L’Assemblea nazionale francese ha approvatola legge che consente la ricerca sugli embrioni. L’opposizione della società civile a una norma irrispettosa del diritto alla vita dell’essere umano non è servita a fermare il parlamento transalpino. Finora la ricerca sugli embrioni in Francia era consentita soltanto in determinate eccezioni, per le quali era necessario richiedere il permesso dell’Agenzia di Biomedicina. Da martedì la sperimentazione è invece sempre possibile, purché si verifichino quattro condizioni: la pertinenza scientifica, la finalità medica, il “rispetto dei principi etici relativi alla ricerca sull’embrione” e l’indispensabilità del ricorso alle cellule embrionali per proseguire la ricerca. Ilsussidiario.net ha intervistato Ludovine de la Rochère, portavoce della Fondazione Jérôme Lejeune.



Che cosa ne pensa dell’approvazione della legge che consente la ricerca sugli embrioni?

L’approvazione di questa legge rappresenta un evento molto triste, perché per la prima volta gli esseri umani non sono protetti fin dall’inizio della loro vita. Lo stesso primo articolo della legge sull’aborto spiega che ciascuna persona ha il diritto di essere protetta fin dal primo istante, e che l’interruzione della gravidanza è consentita solo in determinate situazioni. La legge che apre le porte alla ricerca sugli embrioni per la prima volta si fonda sull’idea che gli esseri umani non abbiano diritto a essere tutelati, ma che possano essere utilizzati come materiale per la ricerca e per il profitto.



Questa legge è quindi contraria al sistema giuridico francese?

La Costituzione francese e tutte le leggi in materia di bioetica affermano che gli esseri umani devono essere protetti. Si prevedono alcune eccezioni, ma il principio rimane la protezione degli embrioni. Da martedì al contrario non è più così.

Che cosa ne pensa del modo in cui si è svolto il dibattito sulla legge?

Il governo ha imposto un dibattito accelerato della legge, ha bloccato il voto sugli emendamenti alla norma e c’è stata una sola votazione al termine della discussione nell’Assemblea Nazionale. Il dibattito è stato dunque confiscato. Faccio notare inoltre che la legge è stata approvata martedì in piena estate appunto per fermare il dibattito sul nascere. La società francese non ha avuto la possibilità di confrontarsi sulla nuova norma, e l’obiettivo è stato quello di forzare la mano e imporre l’approvazione della legge.

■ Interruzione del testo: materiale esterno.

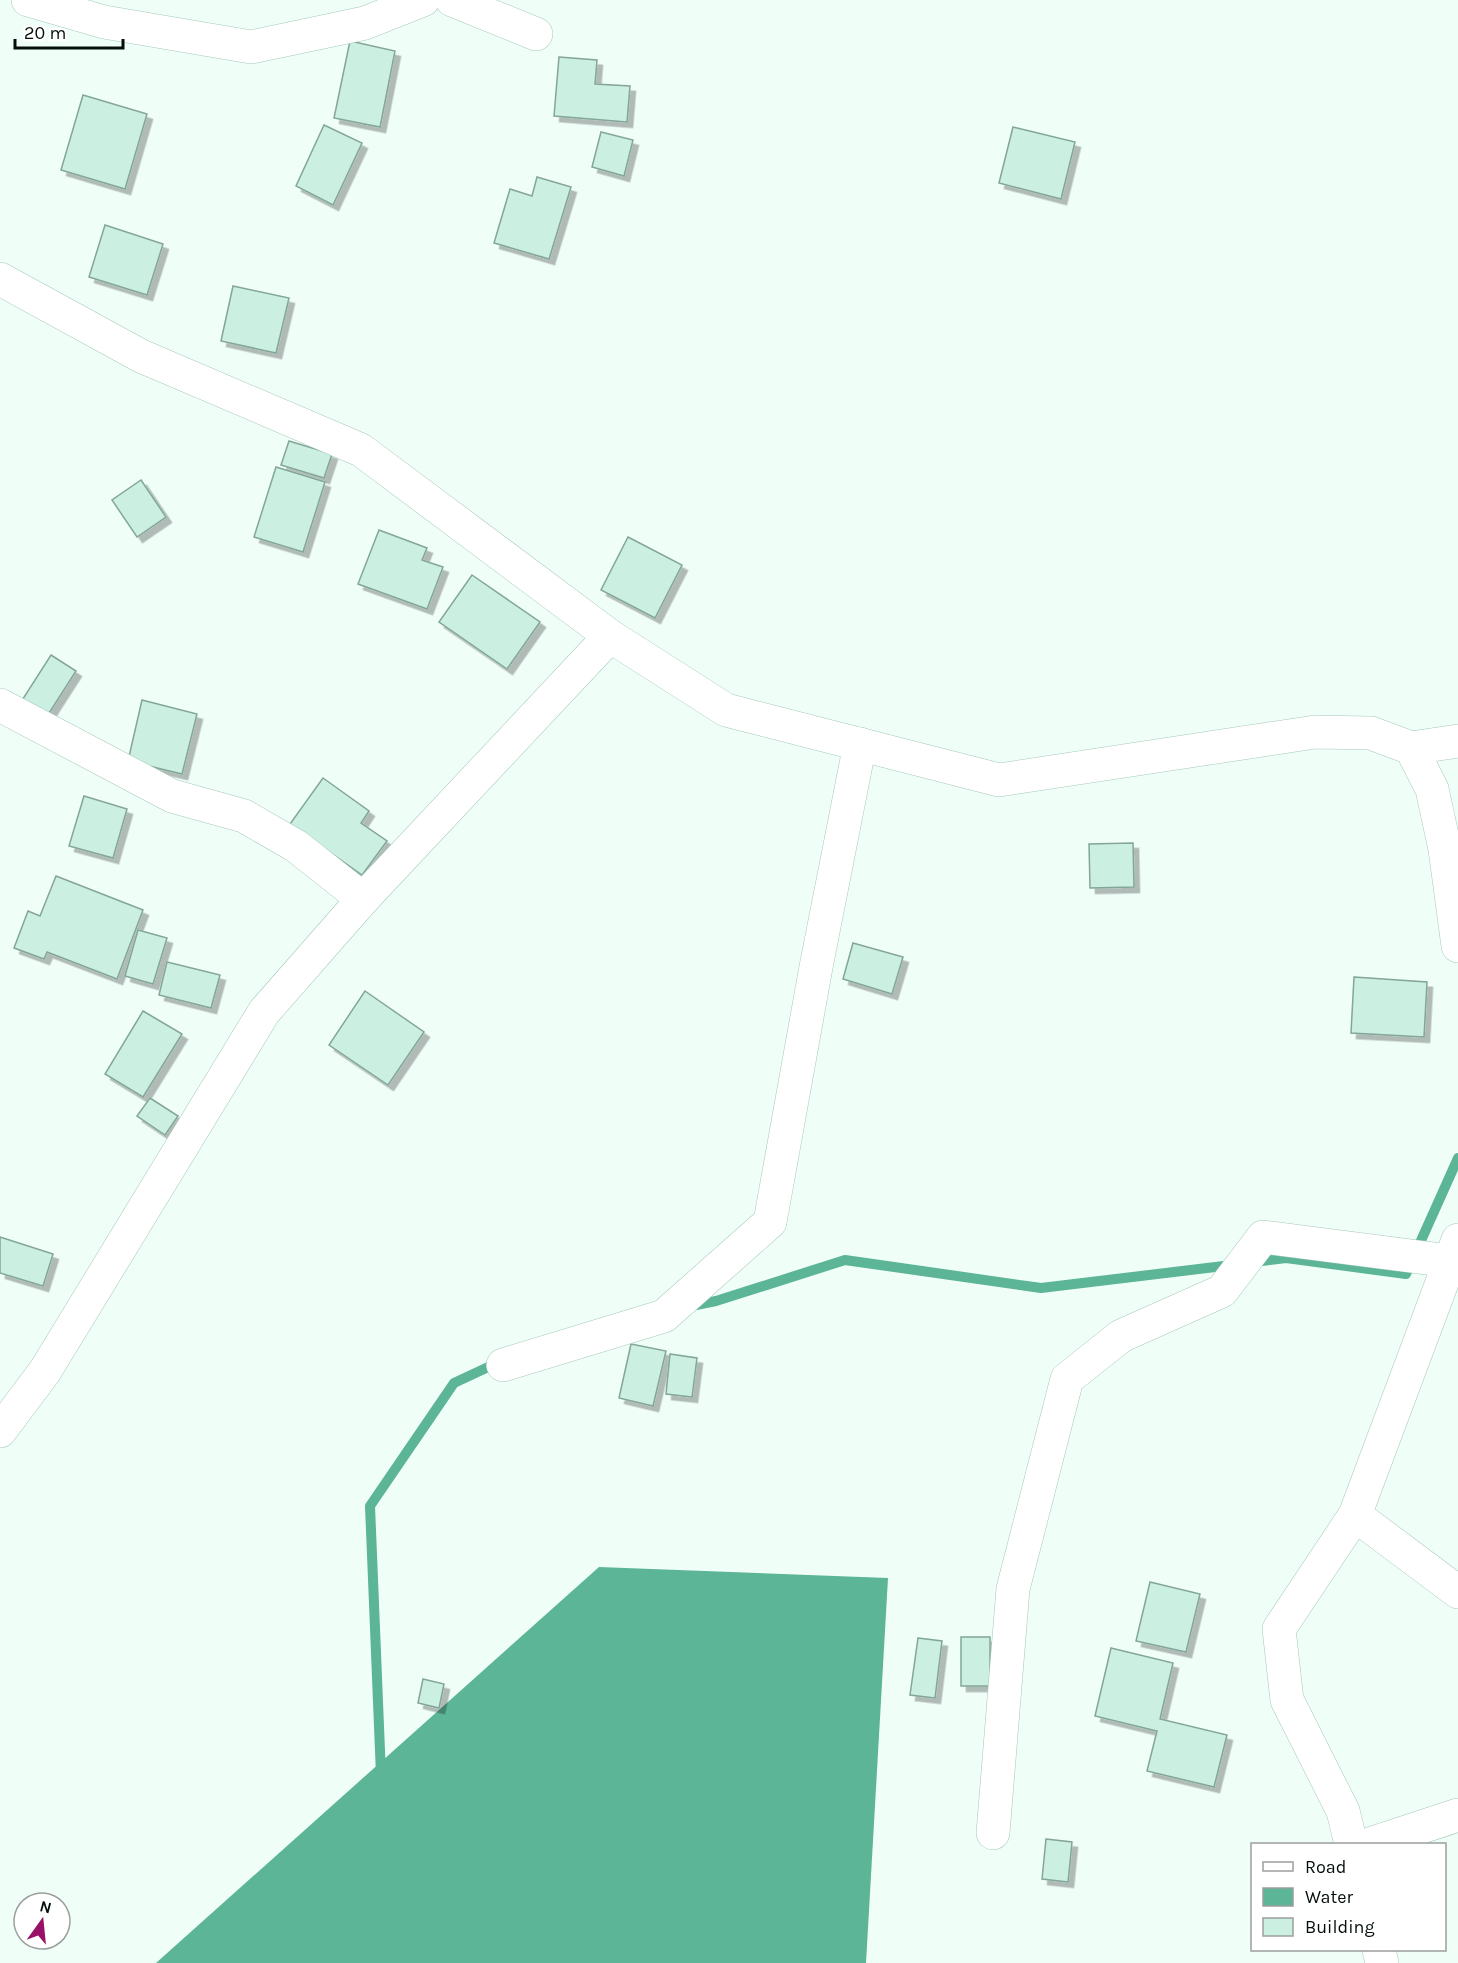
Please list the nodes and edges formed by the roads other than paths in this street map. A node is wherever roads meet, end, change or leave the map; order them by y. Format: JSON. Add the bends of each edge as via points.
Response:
{"nodes":[{"id":1,"x":28,"y":0,"type":"edge"},
{"id":2,"x":423,"y":0,"type":"edge"},
{"id":3,"x":452,"y":0,"type":"edge"},
{"id":4,"x":536,"y":34,"type":"dead end"},
{"id":5,"x":0,"y":279,"type":"edge"},
{"id":6,"x":610,"y":636,"type":"junction"},
{"id":7,"x":0,"y":705,"type":"edge"},
{"id":8,"x":1458,"y":741,"type":"edge"},
{"id":9,"x":860,"y":744,"type":"junction"},
{"id":10,"x":1411,"y":748,"type":"junction"},
{"id":11,"x":363,"y":899,"type":"junction"},
{"id":12,"x":1458,"y":946,"type":"edge"},
{"id":13,"x":1454,"y":1251,"type":"edge"},
{"id":14,"x":503,"y":1365,"type":"dead end"},
{"id":15,"x":0,"y":1431,"type":"edge"},
{"id":16,"x":1355,"y":1515,"type":"junction"},
{"id":17,"x":1458,"y":1592,"type":"edge"},
{"id":18,"x":1458,"y":1815,"type":"edge"},
{"id":19,"x":993,"y":1833,"type":"dead end"},
{"id":20,"x":1351,"y":1843,"type":"edge"},
{"id":21,"x":1376,"y":1843,"type":"edge"}],
"edges":[{"from":1,"to":2,"type":"street","via":[[104,22],[251,47],[365,23]]},
{"from":3,"to":4,"type":"street"},
{"from":5,"to":6,"type":"street","via":[[141,356],[361,450]]},
{"from":6,"to":9,"type":"street","via":[[726,710]]},
{"from":6,"to":11,"type":"street"},
{"from":7,"to":11,"type":"street","via":[[172,796],[244,816],[296,846]]},
{"from":8,"to":10,"type":"street"},
{"from":9,"to":10,"type":"street","via":[[999,780],[1315,732],[1371,733]]},
{"from":9,"to":14,"type":"street","via":[[770,1222],[664,1316]]},
{"from":10,"to":12,"type":"street","via":[[1432,789],[1445,849]]},
{"from":11,"to":15,"type":"street","via":[[264,1011],[45,1371]]},
{"from":13,"to":16,"type":"street"},
{"from":13,"to":19,"type":"street","via":[[1263,1237],[1222,1291],[1121,1336],[1067,1379],[1013,1589]]},
{"from":16,"to":17,"type":"street"},
{"from":16,"to":20,"type":"street","via":[[1279,1629],[1287,1700],[1343,1811]]},
{"from":18,"to":21,"type":"street"}]}
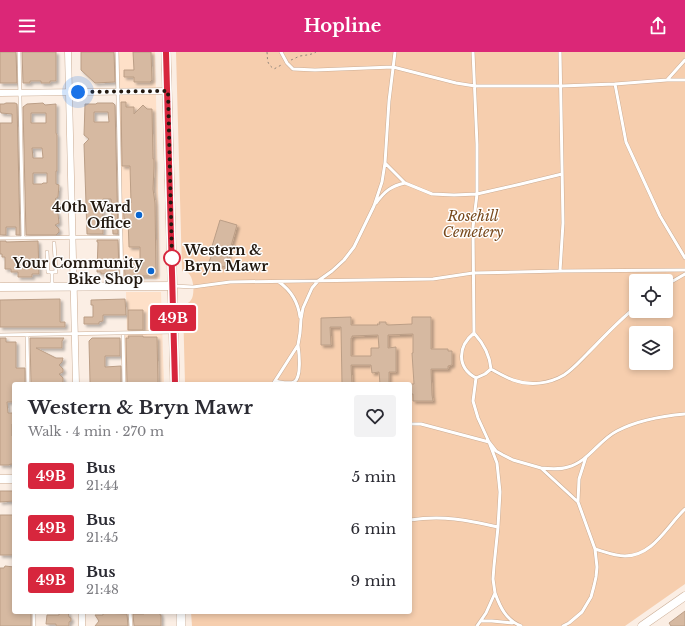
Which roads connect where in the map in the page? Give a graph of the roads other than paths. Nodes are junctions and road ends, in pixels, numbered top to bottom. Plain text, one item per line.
1 (19, 52) edge
2 (68, 52) edge
3 (117, 52) edge
4 (166, 52) edge
5 (281, 52) edge
6 (395, 52) edge
7 (473, 52) edge
8 (560, 52) edge
9 (685, 60) edge
10 (393, 67) junction
11 (667, 80) junction
12 (685, 80) edge
13 (614, 84) junction
14 (475, 86) junction
15 (561, 86) junction
16 (168, 91) junction
17 (69, 92) junction
18 (118, 92) junction
19 (0, 93) edge
20 (20, 93) junction
21 (385, 163) junction
22 (562, 174) junction
23 (405, 183) junction
24 (477, 194) junction
25 (374, 206) junction
26 (72, 237) junction
27 (121, 237) junction
28 (0, 238) edge
29 (23, 238) junction
30 (54, 243) dead end
31 (47, 252) dead end
32 (685, 258) edge
33 (685, 270) edge
34 (560, 271) junction
35 (52, 272) junction
36 (473, 273) junction
37 (685, 274) edge
38 (278, 281) junction
39 (318, 281) junction
40 (673, 281) edge
41 (122, 286) junction
42 (173, 286) junction
43 (0, 287) edge
44 (52, 287) junction
45 (73, 287) junction
46 (629, 313) edge
47 (301, 319) junction
48 (174, 332) junction
49 (123, 333) junction
50 (474, 333) junction
51 (27, 334) junction
52 (75, 334) junction
53 (0, 335) edge
54 (298, 345) junction
55 (491, 369) junction
56 (476, 378) junction
57 (28, 382) edge
58 (76, 382) edge
59 (124, 382) edge
60 (175, 382) edge
61 (274, 382) edge
62 (685, 414) edge
63 (412, 424) edge
64 (489, 442) junction
65 (586, 457) junction
66 (541, 468) junction
67 (0, 479) edge
68 (12, 479) edge
69 (578, 502) junction
70 (685, 509) edge
71 (412, 520) edge
72 (498, 527) junction
73 (595, 549) junction
74 (495, 593) junction
75 (685, 596) edge
76 (34, 614) edge
77 (82, 614) edge
78 (130, 614) edge
79 (181, 614) edge
80 (481, 620) junction
81 (514, 624) junction
82 (34, 626) edge
83 (82, 626) edge
84 (131, 626) edge
85 (181, 626) edge
86 (477, 626) edge
87 (521, 626) edge
88 (563, 626) edge
89 (642, 626) edge

1 - 20 lane
2 - 17 street
3 - 18 lane
4 - 16 main road
5 - 10 lane
6 - 10 lane
7 - 14 lane
8 - 15 lane
9 - 11 lane
10 - 14 lane
10 - 21 lane
11 - 12 lane
11 - 13 lane
13 - 15 lane
13 - 32 lane
14 - 15 lane
14 - 24 lane
15 - 22 lane
16 - 18 street
16 - 42 main road
17 - 18 street
17 - 20 street
17 - 26 street
18 - 27 lane
19 - 20 street
20 - 29 lane
21 - 23 lane
21 - 25 lane
22 - 24 lane
22 - 34 lane
23 - 24 lane
23 - 25 lane
24 - 36 lane
25 - 39 lane
26 - 27 lane
26 - 29 lane
26 - 45 street
27 - 41 lane
28 - 29 lane
30 - 35 lane
31 - 35 lane
33 - 34 lane
34 - 36 lane
35 - 44 lane
36 - 39 lane
36 - 50 lane
37 - 40 lane
38 - 39 lane
38 - 42 lane
38 - 47 lane
39 - 47 lane
41 - 42 street
41 - 45 street
42 - 48 main road
43 - 44 street
44 - 45 street
45 - 52 street
46 - 55 lane
47 - 54 lane
48 - 49 lane
48 - 60 main road
49 - 52 lane
49 - 59 lane
50 - 55 lane
50 - 56 lane
51 - 52 lane
51 - 53 lane
51 - 57 lane
52 - 58 street
54 - 61 lane
54 - 61 lane
55 - 56 lane
56 - 64 lane
62 - 65 lane
63 - 64 lane
64 - 66 lane
64 - 72 lane
65 - 66 lane
65 - 69 lane
66 - 69 lane
67 - 68 street
69 - 73 lane
70 - 73 lane
71 - 72 lane
72 - 74 lane
73 - 88 lane
74 - 80 lane
74 - 81 lane
75 - 89 street
76 - 82 lane
77 - 83 street
78 - 84 lane
79 - 85 main road
80 - 81 lane
80 - 86 lane
81 - 87 lane

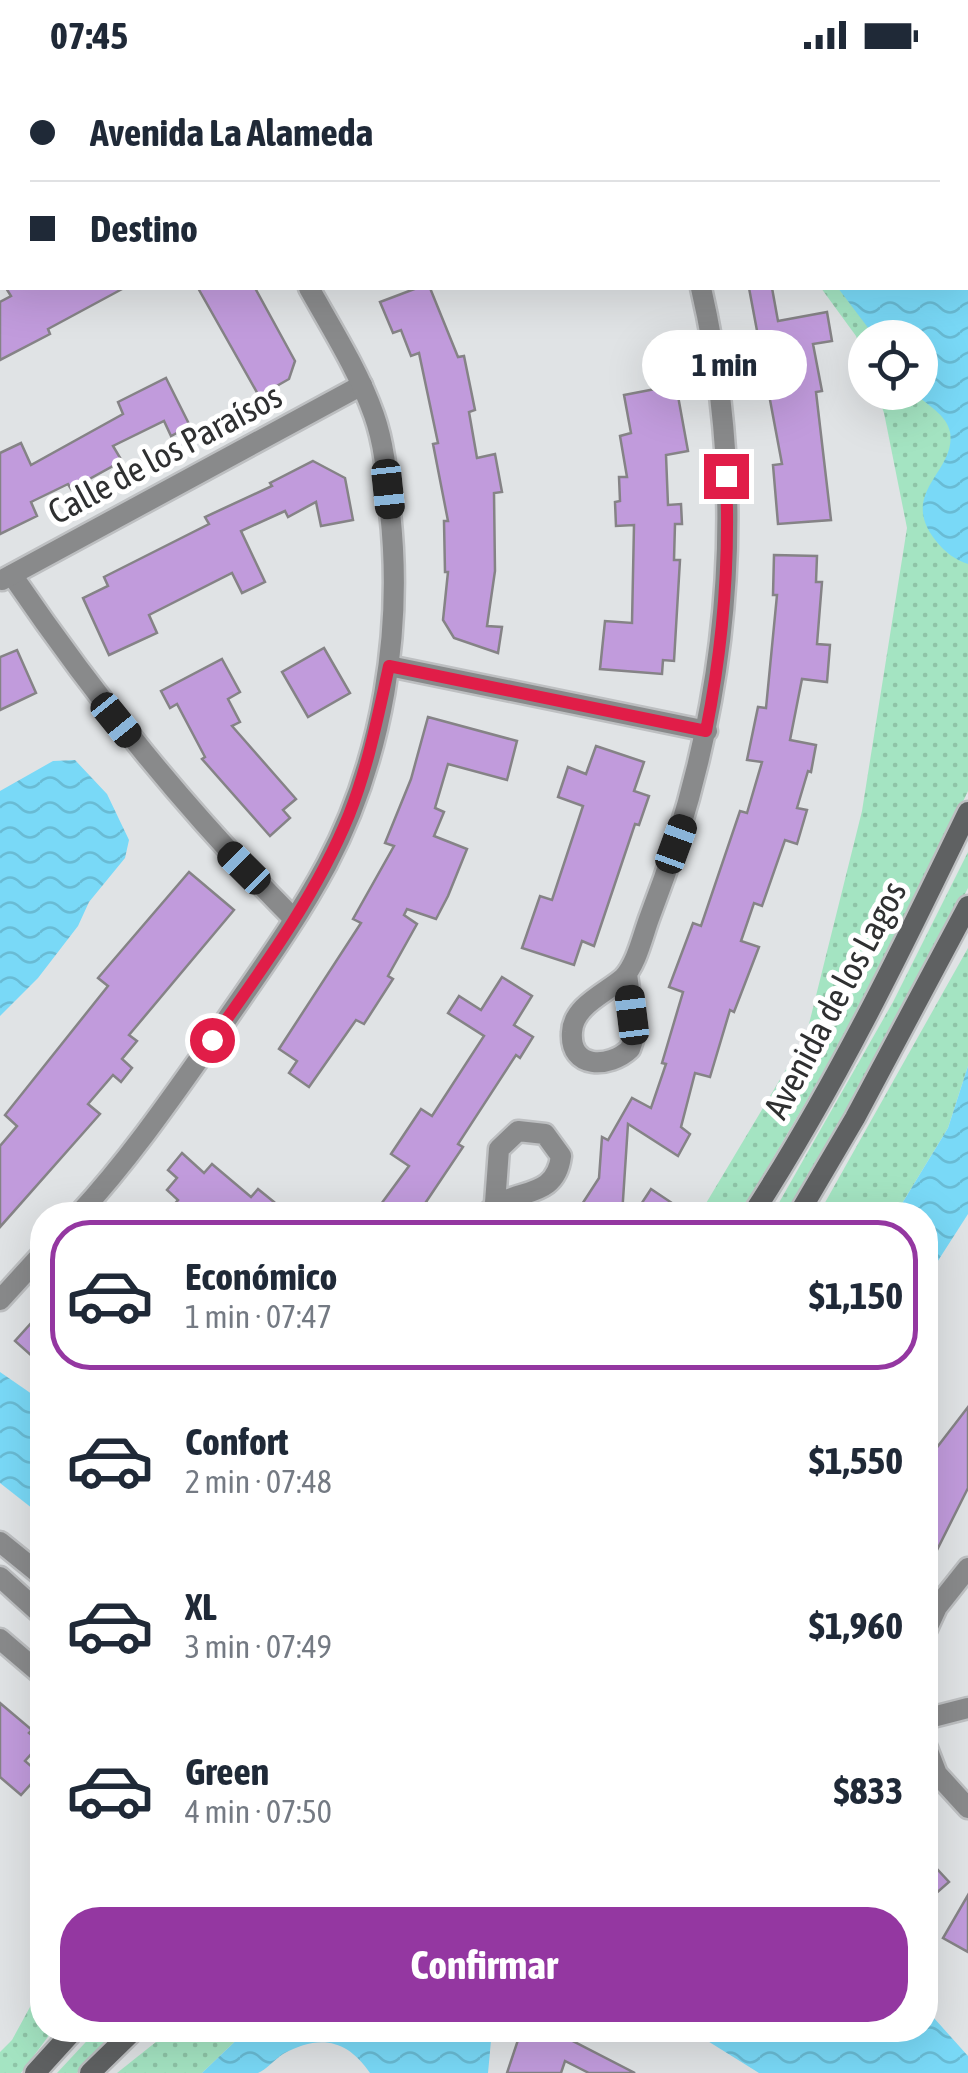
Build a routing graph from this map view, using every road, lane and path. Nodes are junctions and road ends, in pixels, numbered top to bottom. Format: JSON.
{"nodes":[{"id":1,"x":309,"y":290,"type":"edge"},
{"id":2,"x":701,"y":290,"type":"edge"},
{"id":3,"x":362,"y":385,"type":"junction"},
{"id":4,"x":6,"y":578,"type":"edge"},
{"id":5,"x":389,"y":666,"type":"junction"},
{"id":6,"x":706,"y":731,"type":"junction"},
{"id":7,"x":968,"y":812,"type":"edge"},
{"id":8,"x":968,"y":906,"type":"edge"},
{"id":9,"x":294,"y":919,"type":"junction"},
{"id":10,"x":627,"y":974,"type":"dead end"},
{"id":11,"x":91,"y":1202,"type":"edge"},
{"id":12,"x":760,"y":1202,"type":"edge"},
{"id":13,"x":806,"y":1202,"type":"edge"},
{"id":14,"x":30,"y":1267,"type":"edge"},
{"id":15,"x":0,"y":1300,"type":"edge"},
{"id":16,"x":0,"y":1542,"type":"edge"},
{"id":17,"x":30,"y":1566,"type":"edge"},
{"id":18,"x":968,"y":1568,"type":"edge"},
{"id":19,"x":0,"y":1577,"type":"edge"},
{"id":20,"x":30,"y":1603,"type":"edge"},
{"id":21,"x":938,"y":1605,"type":"edge"},
{"id":22,"x":0,"y":1640,"type":"edge"},
{"id":23,"x":30,"y":1665,"type":"edge"},
{"id":24,"x":968,"y":1708,"type":"edge"},
{"id":25,"x":938,"y":1716,"type":"edge"},
{"id":26,"x":938,"y":1775,"type":"edge"},
{"id":27,"x":968,"y":1808,"type":"edge"},
{"id":28,"x":63,"y":2042,"type":"edge"},
{"id":29,"x":122,"y":2042,"type":"edge"},
{"id":30,"x":35,"y":2073,"type":"edge"},
{"id":31,"x":90,"y":2073,"type":"edge"}],
"edges":[{"from":1,"to":3,"type":"street"},
{"from":2,"to":6,"type":"street"},
{"from":3,"to":4,"type":"street","name":"Calle de los Paraísos"},
{"from":3,"to":5,"type":"street"},
{"from":4,"to":9,"type":"street"},
{"from":5,"to":6,"type":"street"},
{"from":5,"to":9,"type":"street"},
{"from":6,"to":10,"type":"street"},
{"from":7,"to":12,"type":"street","name":"Avenida de los Lagos"},
{"from":8,"to":13,"type":"street","name":"Avenida de los Lagos"},
{"from":9,"to":11,"type":"street"},
{"from":14,"to":15,"type":"street"},
{"from":16,"to":17,"type":"street"},
{"from":18,"to":21,"type":"street"},
{"from":19,"to":20,"type":"street"},
{"from":22,"to":23,"type":"street"},
{"from":24,"to":25,"type":"street"},
{"from":26,"to":27,"type":"street"},
{"from":28,"to":30,"type":"street"},
{"from":29,"to":31,"type":"street"}]}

Questo modo di procedere non ha quindi rispettato la democrazia francese.



Che cosa ne pensa delle quattro condizioni previste dalla legge per consentire la ricerca sugli embrioni?

Ritengo che non si tratti di vere condizioni. Per esempio la “finalità medica” è un principio molto vasto, e rende possibile qualsiasi ricerca che si avvalga di embrioni umani. I ricercatori potranno quindi compiere tutto ciò che vorranno. Faccio tra l’altro notare che le cellule staminali pluripotenti indotte o Ips, che la scienza contemporanea è in grado di riprogrammare, fanno molto parlare di sé e godono di molta attenzione da parte dei media, ma non sono le più adatte per le terapie del prossimo futuro. Le condizioni poste quindi per consentire la ricerca sugli embrioni documentano che si tratta di una legge ideologica e priva di serietà. Questa norma rappresenta una grave violazione del sistema giuridico francese.

 

Ritiene possibile un ricorso di fronte alla Corte costituzionale?

Assolutamente sì. Alcuni deputati faranno ricorso, chiedendo alla Corte costituzionale una revisione della legge. Le leggi in materia di bioetica in Francia devono sempre essere discusse sotto il profilo del rispetto dei principi base del nostro ordinamento. Finora un dibattito generale di questo tipo non è avvenuto, e ciò è illegale. Il ricorso alla Corte costituzionale verterà quindi non soltanto sui contenuti della legge, ma anche sulle modalità in cui è stata approvata.